Em artigo no O POVO deste domingo, a professora de Filosofia da Unifor e integrante do Instituto Latino Americano de Estudos sobre Direito, Política e Democracia, Sandra Helena de Souza, avalia a violência policial contra manifestantes e os mais pobres. Confira:
Em novembro de 2013, realizei com alun@s um amplo seminário que reuniu Judiciário, Ministério Público, jornalistas, militantes políticos e a Polícia Militar do Ceará, na pessoa de seu comandante-geral a época, coronel Lauro Prado. O tema: Brasil nas Ruas – Mostra tua Democracia.
O Brasil havia sido sacudido por gigantescas manifestações naquele junho histórico, pulverizadas país afora, a irrupção inicial – a reivindicação por melhores serviços públicos e participação política – arrefecida, mas mantendo-se forte acento oposicionista galvanizado nas já célebres palavras de ordem ‘não vai ter Copa’ e ‘sem partido’.
Aquelas jornadas evidenciaram novos agentes e cenas – o midiativismo, a tática black bloc – e um velho conhecido – a violência policial. A presença do comandante da polícia entre nós foi saudada por um militante da velha guarda, exilado durante a última ditadura como um sinal da profunda diferença entre o presente (2013) e o passado de sua geração. À calorosa discussão sobre tática black bloc (muito distante da unanimidade contra ou a favor) e à pressão, pela irrequieta juventude presente quanto aos abusos e truculência gratuitas das forças policiais, fartamente documentadas pelas câmeras dos celulares, o comandante deu a resposta operacional padrão: as forças policiais agem cumprindo ordens dos mandatários que os senhores elegeram, estamos em regime democrático. Xeque-mate.
7 de setembro de 2016. A polícia militar ataca furiosamente na avenida Beira Mar transeuntes desarmados e pacíficos ao fim de uma grande manifestação que transcorrera tranquila e festiva por democracia e #foratemer. Tudo devidamente registrado pelas câmeras. Advogados, defensores públicos, ambulantes, manifestantes indistintamente agredidos. Diante da enorme repercussão negativa, o governador, do PT, vem a público com a resposta operacional padrão: “Qualquer ação que possa ser extrapolada, nós vamos apurar”. Mas, se o ato foi o próprio excesso, fica então clara de quem é a responsabilidade pela truculência das forças policiais: os cães são ferozes, mas fiéis ao dono. Sério, governador?
A institucionalidade vigente confere ao comandante-em-chefe, mas também ao Ministério Público e Controladoria, poder de averiguação e punição dos arbítrios. Essa é uma das maiores farsas de nossa vida política. Até os gatos sabem que as polícias violentam dia e noite os mais pobres.
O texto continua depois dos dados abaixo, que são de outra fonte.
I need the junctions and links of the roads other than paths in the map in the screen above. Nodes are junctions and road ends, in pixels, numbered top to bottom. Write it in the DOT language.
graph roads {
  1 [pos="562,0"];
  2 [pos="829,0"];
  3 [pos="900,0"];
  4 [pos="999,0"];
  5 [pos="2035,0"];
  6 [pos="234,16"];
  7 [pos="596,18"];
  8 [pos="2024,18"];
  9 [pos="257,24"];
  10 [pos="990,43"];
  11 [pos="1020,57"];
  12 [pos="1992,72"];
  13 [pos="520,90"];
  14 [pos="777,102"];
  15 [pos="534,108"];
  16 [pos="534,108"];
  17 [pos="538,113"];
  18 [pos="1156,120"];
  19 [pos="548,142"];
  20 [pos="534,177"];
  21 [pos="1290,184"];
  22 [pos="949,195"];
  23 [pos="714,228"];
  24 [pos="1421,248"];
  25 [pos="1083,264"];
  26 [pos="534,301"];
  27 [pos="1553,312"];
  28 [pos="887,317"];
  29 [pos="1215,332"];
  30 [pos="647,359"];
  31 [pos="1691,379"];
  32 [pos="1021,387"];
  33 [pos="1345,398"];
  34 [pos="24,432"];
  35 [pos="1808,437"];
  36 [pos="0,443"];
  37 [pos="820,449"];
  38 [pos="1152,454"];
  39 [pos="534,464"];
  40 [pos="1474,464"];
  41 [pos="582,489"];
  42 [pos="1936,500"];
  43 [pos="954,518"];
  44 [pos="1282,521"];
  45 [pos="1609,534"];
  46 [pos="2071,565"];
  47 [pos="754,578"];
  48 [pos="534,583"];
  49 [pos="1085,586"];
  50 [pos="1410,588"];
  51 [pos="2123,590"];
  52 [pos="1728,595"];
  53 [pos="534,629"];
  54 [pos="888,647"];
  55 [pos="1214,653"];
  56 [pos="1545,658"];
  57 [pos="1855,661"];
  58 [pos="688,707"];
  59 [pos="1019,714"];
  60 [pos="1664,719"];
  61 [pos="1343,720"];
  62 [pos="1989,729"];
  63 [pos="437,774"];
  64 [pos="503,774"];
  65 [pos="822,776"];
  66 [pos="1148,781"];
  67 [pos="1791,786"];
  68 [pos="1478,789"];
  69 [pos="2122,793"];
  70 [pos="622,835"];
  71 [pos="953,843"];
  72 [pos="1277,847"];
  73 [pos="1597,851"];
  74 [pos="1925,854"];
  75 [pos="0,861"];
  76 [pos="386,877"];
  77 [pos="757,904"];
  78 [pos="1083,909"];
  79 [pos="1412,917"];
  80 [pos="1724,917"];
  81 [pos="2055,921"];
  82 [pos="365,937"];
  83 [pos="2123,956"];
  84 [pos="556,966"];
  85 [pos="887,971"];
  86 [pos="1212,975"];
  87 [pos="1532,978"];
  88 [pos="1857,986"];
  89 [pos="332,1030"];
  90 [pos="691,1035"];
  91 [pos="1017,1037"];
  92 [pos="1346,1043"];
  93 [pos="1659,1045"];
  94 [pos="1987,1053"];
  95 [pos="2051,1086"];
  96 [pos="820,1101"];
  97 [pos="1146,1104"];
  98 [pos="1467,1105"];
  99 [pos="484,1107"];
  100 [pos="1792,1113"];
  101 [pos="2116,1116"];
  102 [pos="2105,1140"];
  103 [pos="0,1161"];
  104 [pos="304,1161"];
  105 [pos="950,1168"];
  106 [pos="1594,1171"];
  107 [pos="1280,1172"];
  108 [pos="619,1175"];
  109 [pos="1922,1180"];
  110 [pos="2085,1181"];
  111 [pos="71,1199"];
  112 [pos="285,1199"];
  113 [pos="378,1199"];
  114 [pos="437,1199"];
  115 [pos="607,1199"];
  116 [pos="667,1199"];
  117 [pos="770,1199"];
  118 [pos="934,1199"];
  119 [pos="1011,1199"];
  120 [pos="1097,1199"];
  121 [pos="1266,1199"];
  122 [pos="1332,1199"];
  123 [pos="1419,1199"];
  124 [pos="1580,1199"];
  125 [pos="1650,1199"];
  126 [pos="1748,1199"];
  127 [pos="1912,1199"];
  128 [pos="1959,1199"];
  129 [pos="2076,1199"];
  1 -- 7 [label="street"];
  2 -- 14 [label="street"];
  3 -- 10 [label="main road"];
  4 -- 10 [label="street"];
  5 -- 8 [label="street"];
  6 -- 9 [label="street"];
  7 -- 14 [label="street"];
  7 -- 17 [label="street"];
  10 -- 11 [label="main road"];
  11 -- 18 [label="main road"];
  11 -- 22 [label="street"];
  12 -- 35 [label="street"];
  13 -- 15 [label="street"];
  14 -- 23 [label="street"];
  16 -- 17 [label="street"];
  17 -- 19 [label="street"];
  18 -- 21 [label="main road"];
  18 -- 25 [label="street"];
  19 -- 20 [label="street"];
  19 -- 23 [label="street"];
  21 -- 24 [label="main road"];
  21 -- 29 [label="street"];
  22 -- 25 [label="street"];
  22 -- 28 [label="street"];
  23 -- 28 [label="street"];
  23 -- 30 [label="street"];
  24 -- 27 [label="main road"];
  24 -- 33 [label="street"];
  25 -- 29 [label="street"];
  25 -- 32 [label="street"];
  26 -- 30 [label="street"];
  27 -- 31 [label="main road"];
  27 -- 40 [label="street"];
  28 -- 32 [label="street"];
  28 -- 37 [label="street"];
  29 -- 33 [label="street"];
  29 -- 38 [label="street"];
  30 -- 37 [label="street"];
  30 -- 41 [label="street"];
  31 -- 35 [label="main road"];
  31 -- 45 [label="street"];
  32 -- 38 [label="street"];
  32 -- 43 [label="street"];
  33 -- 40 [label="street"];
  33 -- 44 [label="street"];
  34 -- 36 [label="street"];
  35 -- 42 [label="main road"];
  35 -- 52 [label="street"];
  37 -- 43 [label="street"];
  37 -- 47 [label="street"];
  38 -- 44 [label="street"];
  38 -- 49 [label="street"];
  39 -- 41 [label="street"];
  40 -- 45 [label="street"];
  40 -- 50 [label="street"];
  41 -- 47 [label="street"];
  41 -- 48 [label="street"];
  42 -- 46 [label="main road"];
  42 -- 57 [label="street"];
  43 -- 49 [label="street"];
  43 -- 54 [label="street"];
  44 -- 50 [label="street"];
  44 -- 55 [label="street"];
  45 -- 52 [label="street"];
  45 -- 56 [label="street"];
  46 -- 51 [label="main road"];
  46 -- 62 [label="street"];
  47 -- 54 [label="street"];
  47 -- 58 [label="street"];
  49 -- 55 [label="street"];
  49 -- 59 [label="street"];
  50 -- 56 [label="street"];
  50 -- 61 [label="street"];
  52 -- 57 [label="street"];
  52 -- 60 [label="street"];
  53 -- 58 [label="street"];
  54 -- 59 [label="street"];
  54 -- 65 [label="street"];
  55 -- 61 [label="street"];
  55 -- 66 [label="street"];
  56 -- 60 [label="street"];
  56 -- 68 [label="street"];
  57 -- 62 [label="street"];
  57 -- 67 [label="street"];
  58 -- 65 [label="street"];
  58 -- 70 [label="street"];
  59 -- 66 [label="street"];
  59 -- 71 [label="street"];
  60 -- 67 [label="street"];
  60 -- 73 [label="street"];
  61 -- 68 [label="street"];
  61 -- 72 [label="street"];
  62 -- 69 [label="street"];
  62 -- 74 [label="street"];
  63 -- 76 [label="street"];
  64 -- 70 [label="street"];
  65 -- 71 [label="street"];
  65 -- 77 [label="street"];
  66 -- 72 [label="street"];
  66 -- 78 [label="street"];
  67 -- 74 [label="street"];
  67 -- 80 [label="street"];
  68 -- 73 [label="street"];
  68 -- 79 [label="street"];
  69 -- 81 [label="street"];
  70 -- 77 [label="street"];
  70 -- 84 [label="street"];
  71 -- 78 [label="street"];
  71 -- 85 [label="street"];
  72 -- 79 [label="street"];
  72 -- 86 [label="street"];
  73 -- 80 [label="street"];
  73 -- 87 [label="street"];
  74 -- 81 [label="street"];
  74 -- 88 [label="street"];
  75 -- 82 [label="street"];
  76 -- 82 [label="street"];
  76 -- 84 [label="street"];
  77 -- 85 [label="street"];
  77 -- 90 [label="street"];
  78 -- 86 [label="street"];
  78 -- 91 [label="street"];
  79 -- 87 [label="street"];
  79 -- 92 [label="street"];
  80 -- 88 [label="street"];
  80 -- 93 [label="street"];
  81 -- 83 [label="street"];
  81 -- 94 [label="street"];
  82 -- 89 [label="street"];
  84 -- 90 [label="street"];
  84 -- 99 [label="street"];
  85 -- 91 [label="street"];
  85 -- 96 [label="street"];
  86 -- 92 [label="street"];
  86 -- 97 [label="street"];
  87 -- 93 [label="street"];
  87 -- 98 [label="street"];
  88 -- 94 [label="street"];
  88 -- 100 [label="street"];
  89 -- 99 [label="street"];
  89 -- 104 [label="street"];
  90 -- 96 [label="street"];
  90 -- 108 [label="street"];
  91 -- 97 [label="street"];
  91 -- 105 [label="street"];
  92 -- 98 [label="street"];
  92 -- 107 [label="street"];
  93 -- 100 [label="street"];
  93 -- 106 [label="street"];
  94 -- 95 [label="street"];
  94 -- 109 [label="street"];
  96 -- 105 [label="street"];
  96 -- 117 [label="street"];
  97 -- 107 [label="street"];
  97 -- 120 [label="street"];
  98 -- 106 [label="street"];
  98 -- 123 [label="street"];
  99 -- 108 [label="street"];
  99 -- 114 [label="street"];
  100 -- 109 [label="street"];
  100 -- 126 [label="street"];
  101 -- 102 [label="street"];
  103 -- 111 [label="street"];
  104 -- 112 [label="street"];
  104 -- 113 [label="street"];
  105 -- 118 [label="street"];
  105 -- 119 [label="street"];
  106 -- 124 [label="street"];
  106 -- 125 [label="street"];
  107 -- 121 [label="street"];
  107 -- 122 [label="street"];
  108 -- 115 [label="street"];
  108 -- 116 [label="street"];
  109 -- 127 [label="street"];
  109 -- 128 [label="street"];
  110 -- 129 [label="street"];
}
A prática da violência é televisionada, lucrativa, nacionalmente roteirizada, fartamente documentada, expandindo-se às guardas municipais – vide o episódio Gentilândia/Lions numa mesma noite – autônoma frente ao espectro político e solenemente ignorada por quem de direito. Corvos que criamos.
A violência policial é seletiva e com potencial de expansão diante do Estado Policial que se descortina, manifestando-se em todos os níveis agora que não mais vivemos em normalidade democrática: a polícia federal está aí para não me deixar enganar.
Ok, se estou delirando, é simples, amig@ leitor: exija-se republicanamente apuração e punição dos ‘excessos’ do dia 7. Com nome e patente sonegadas na ação. Você acredita? Eu não.